Telah
kita maklumi bersama bahwa acara tahlilan merupakan upacara ritual
seremonial yang biasa dilakukan oleh keumuman masyarakat Indonesia untuk
memperingati hari kematian. Secara bersama-sama, berkumpul sanak
keluarga, handai taulan, beserta masyarakat sekitarnya, membaca beberapa
ayat Al Qur’an, dzikir-dzikir, dan disertai do’a-do’a tertentu untuk
dikirimkan kepada si mayit. Karena dari sekian materi bacaannya terdapat
kalimat tahlil yang diulang-ulang (ratusan kali bahkan ada yang sampai
ribuan kali), maka acara tersebut dikenal dengan istilah “Tahlilan”.
Acara
ini biasanya diselenggarakan setelah selesai proses penguburan
(terkadang dilakukan sebelum penguburan mayit), kemudian terus
berlangsung setiap hari sampai hari ketujuh. Lalu diselenggarakan
kembali pada hari ke 40 dan ke 100. Untuk selanjutnya acara tersebut
diadakan tiap tahun dari hari kematian si mayit, walaupun terkadang
berbeda antara satu tempat dengan tempat lainnya.
Tidak
lepas pula dalam acara tersebut penjamuan yang disajikan pada tiap kali
acara diselenggarakan. Model penyajian hidangan biasanya selalu
variatif, tergantung adat yang berjalan di tempat tersebut. Namun pada
dasarnya menu hidangan “lebih dari sekedarnya” cenderung mirip menu
hidangan yang berbau kemeriahan. Sehingga acara tersebut terkesan pesta
kecil-kecilan, memang demikianlah kenyataannya.
Entah
telah berapa abad lamanya acara tersebut diselenggarakan, hingga tanpa
disadari menjadi suatu kelaziman. Konsekuensinya, bila ada yang tidak
menyelenggarakan acara tersebut berarti telah menyalahi adat dan
akibatnya ia diasingkan dari masyarakat. Bahkan lebih jauh lagi acara
tersebut telah membangun opini muatan hukum yaitu sunnah (baca: “wajib”)
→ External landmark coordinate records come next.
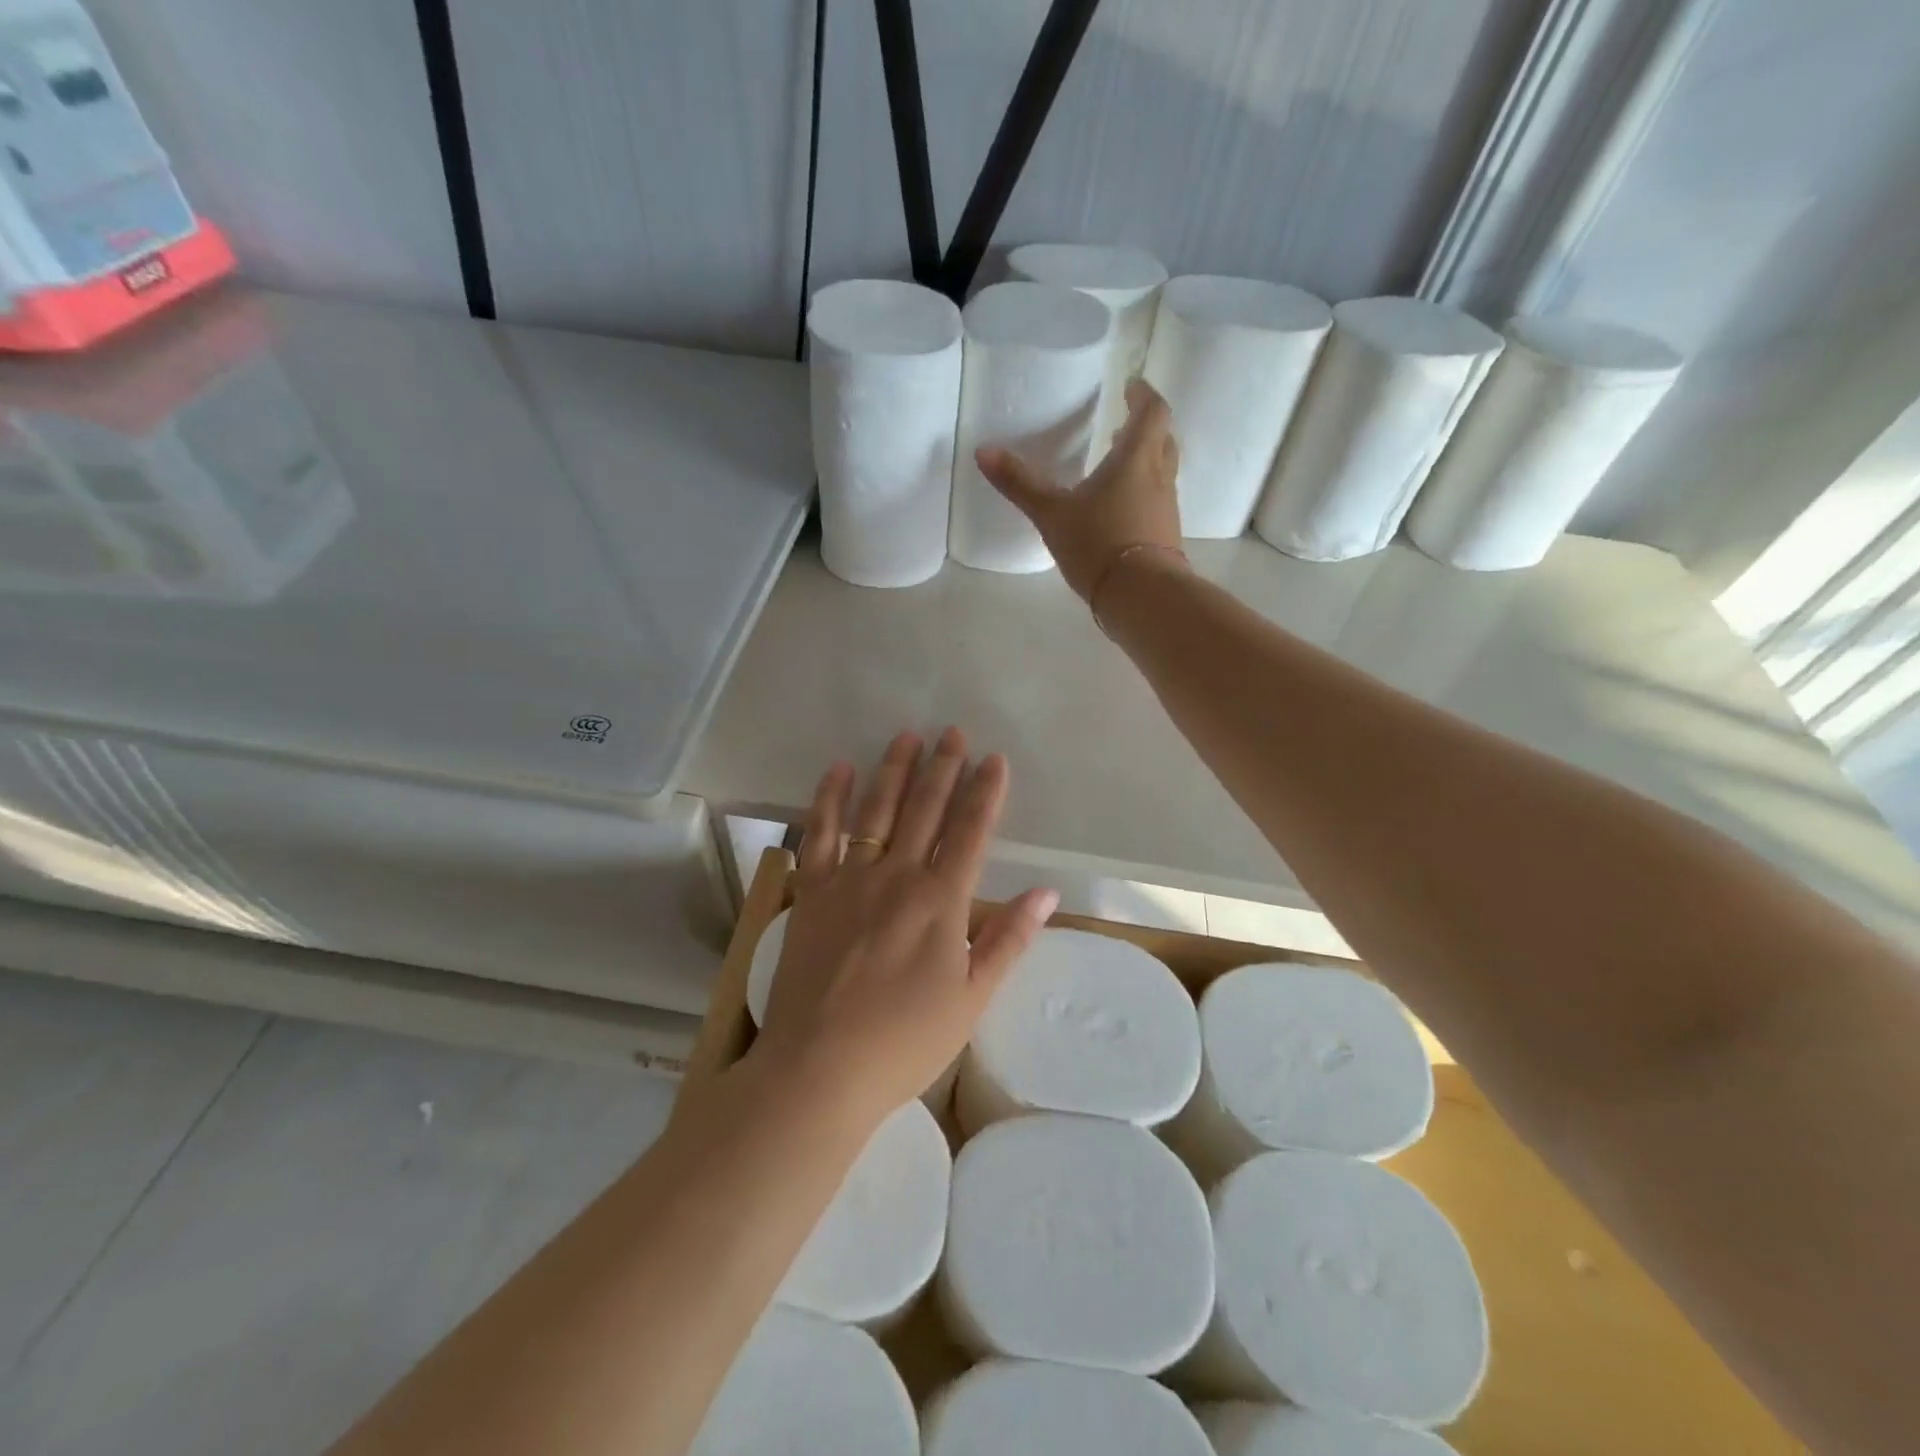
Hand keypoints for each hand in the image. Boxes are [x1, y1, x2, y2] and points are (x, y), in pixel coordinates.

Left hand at [750, 728, 1058, 1128]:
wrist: (820, 1067)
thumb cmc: (905, 1041)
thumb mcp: (972, 999)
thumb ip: (1008, 940)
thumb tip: (1046, 893)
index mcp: (941, 902)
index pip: (970, 832)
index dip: (985, 793)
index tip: (994, 758)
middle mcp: (897, 877)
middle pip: (925, 810)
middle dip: (943, 768)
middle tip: (953, 731)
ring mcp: (850, 880)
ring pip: (876, 811)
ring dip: (894, 770)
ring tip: (907, 735)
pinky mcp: (811, 891)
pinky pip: (820, 834)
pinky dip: (831, 799)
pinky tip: (841, 770)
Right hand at [975, 378, 1185, 602]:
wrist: (1141, 596)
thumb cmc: (1098, 544)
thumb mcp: (1052, 514)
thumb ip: (1020, 483)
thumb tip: (983, 451)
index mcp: (1136, 459)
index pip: (1152, 412)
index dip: (1144, 395)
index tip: (1131, 387)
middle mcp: (1160, 477)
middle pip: (1163, 439)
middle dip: (1146, 428)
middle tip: (1124, 425)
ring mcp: (1167, 509)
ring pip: (1163, 472)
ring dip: (1145, 462)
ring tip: (1118, 466)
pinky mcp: (1166, 537)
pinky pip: (1158, 502)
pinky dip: (1143, 494)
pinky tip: (1120, 511)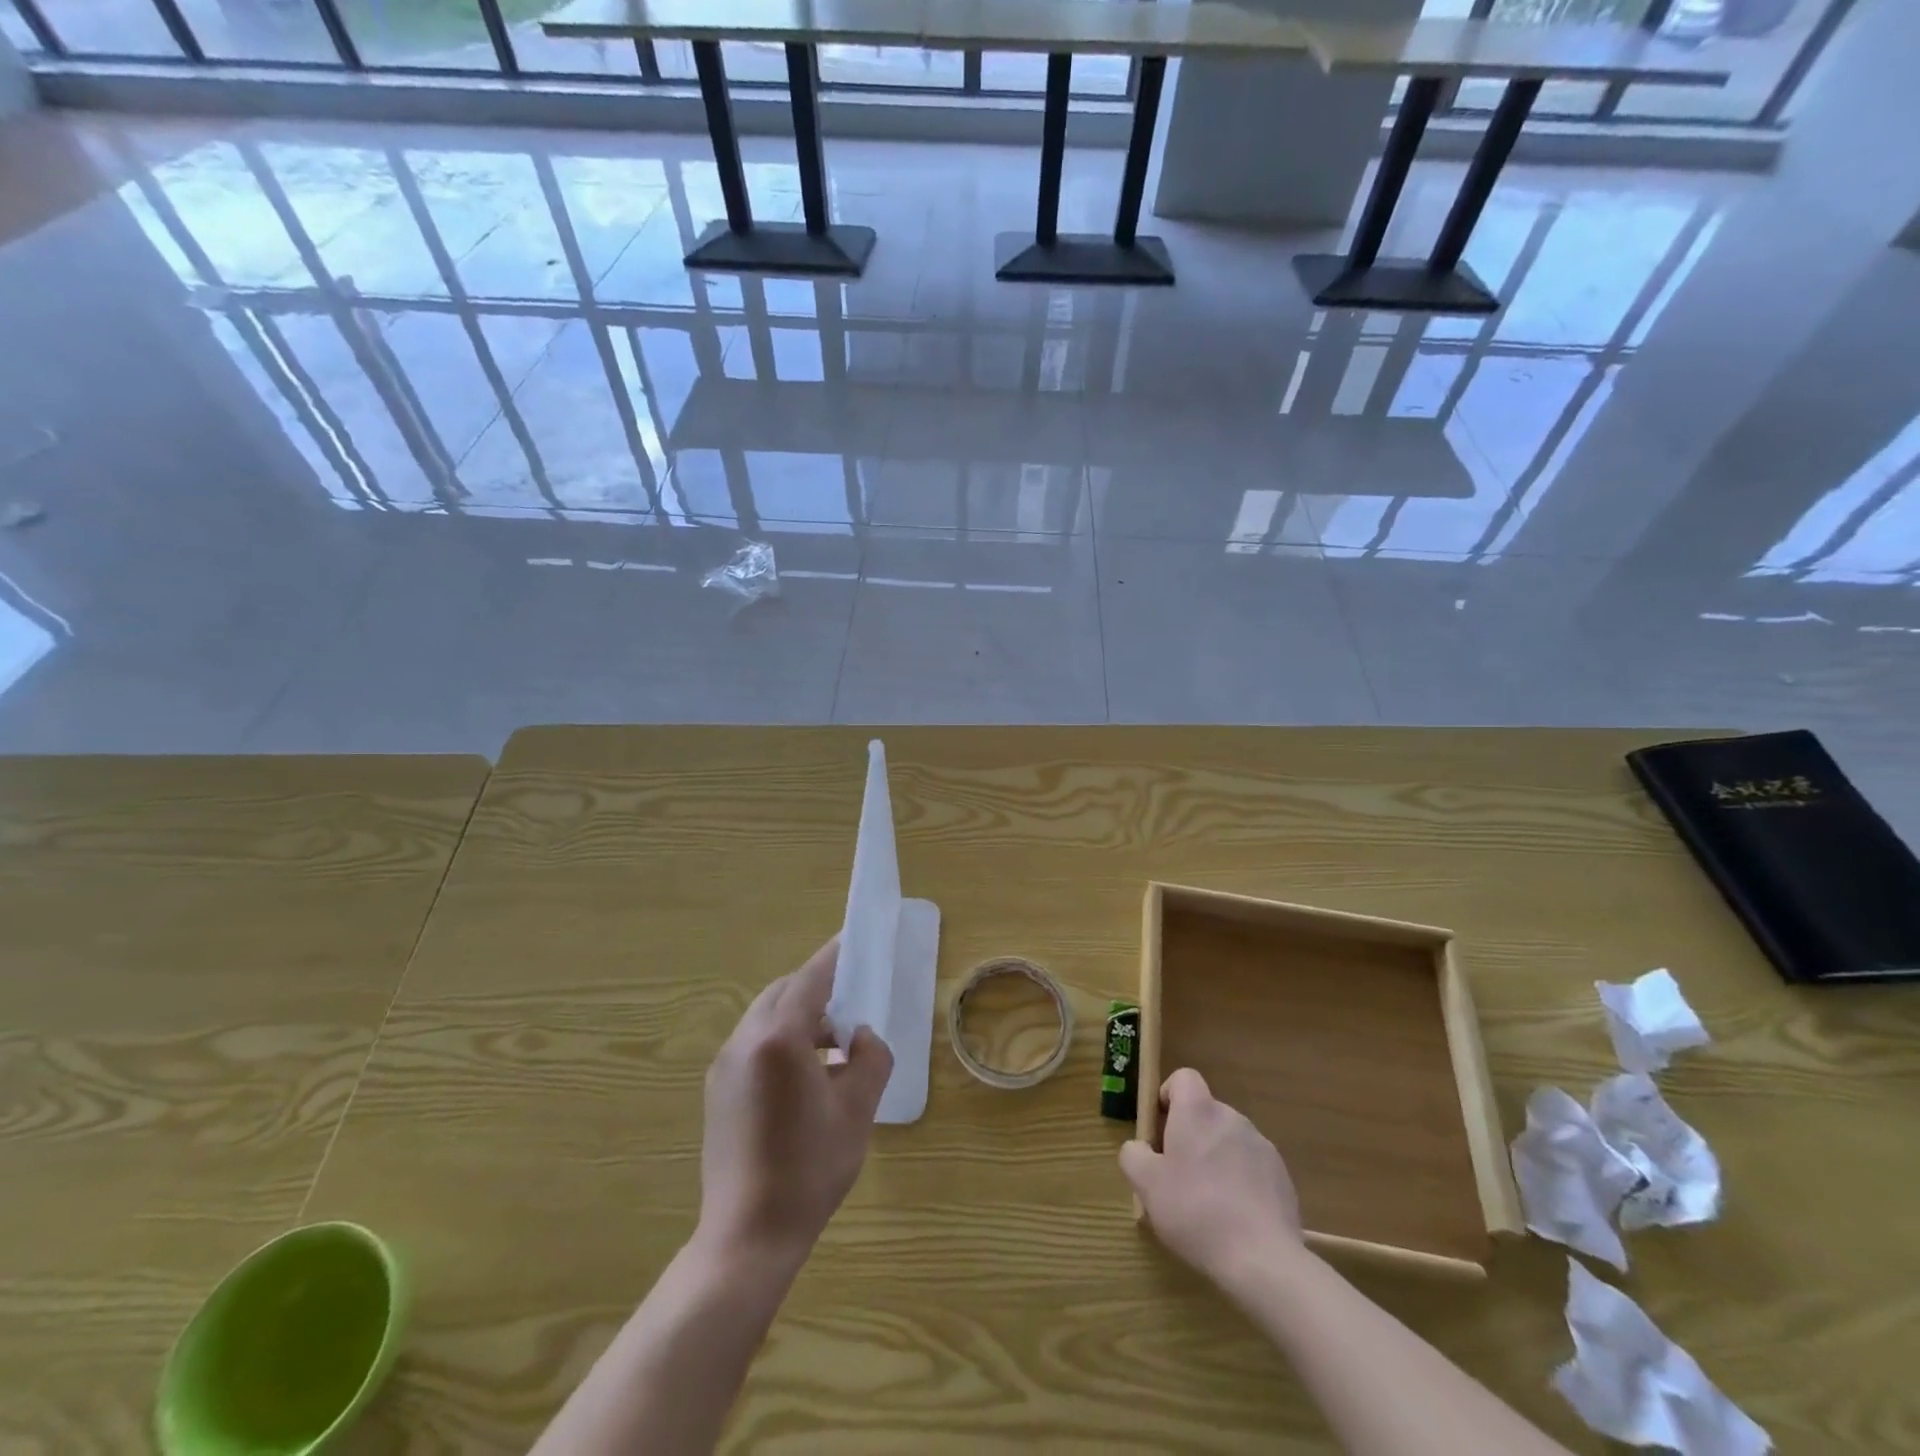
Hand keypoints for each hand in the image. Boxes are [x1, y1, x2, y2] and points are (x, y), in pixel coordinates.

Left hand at [698, 936, 893, 1268]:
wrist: (747, 1235)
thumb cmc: (810, 1169)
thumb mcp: (857, 1110)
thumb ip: (869, 1059)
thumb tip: (859, 1036)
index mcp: (779, 1039)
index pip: (810, 979)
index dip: (834, 957)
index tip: (852, 939)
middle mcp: (745, 1041)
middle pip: (783, 992)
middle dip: (817, 987)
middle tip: (851, 1000)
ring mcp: (724, 1065)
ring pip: (766, 1016)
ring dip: (799, 1015)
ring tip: (832, 1044)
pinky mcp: (717, 1089)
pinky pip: (753, 1043)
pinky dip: (781, 1039)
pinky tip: (804, 1074)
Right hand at [1120, 1068, 1302, 1288]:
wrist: (1263, 1260)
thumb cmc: (1196, 1211)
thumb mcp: (1146, 1185)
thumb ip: (1133, 1155)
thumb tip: (1140, 1148)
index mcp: (1198, 1110)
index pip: (1183, 1078)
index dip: (1168, 1097)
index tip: (1160, 1131)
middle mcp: (1231, 1117)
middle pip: (1204, 1112)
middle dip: (1189, 1135)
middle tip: (1177, 1175)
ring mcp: (1261, 1146)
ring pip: (1228, 1140)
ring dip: (1215, 1158)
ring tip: (1207, 1203)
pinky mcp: (1281, 1175)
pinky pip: (1251, 1166)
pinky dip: (1239, 1181)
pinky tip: (1235, 1217)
untuk dikerjakan dan sebaliknya, bid’ah (hal yang baru dan ajaib)
apabila ditinggalkan.
Para
pembaca, pembahasan kajian kali ini bukan dimaksudkan untuk menyerang
mereka yang suka tahlilan, namun sebagai nasehat untuk kita bersama agar
berpikir lebih jernih dan dewasa bahwa kita (umat Islam) memiliki
pedoman baku yang telah diyakini keabsahannya yaitu Al Qur’an dan As
Sunnah.
Sebenarnya
acara tahlilan semacam ini telah lama menjadi pro dan kontra di
kalangan umat Islam. Sebagai muslim sejati yang selalu mengedepankan
kebenaran, semua pro dan kontra harus dikembalikan kepada Al Qur’an dan
Sunnah Rasulullah. Sikap seperti inilah yang sepatutnya dimiliki oleh
setiap insan muslim yang benar-benar beriman kepada Allah subhanahu
wata’ala dan Rasul-Nya. Bukankah Allah subhanahu wata’ala telah
berfirman (artinya):
“Maka
jika kalian berselisih pendapat tentang sesuatu, maka kembalikanlah ia
kepada Allah (Al Qur’an) dan Ar Rasul (As Sunnah), jika kalian
benar-benar beriman kepada Allah dan Rasul-Nya. Yang demikian itu lebih
utama bagi kalian dan lebih baik akibatnya.” (An Nisaa’: 59)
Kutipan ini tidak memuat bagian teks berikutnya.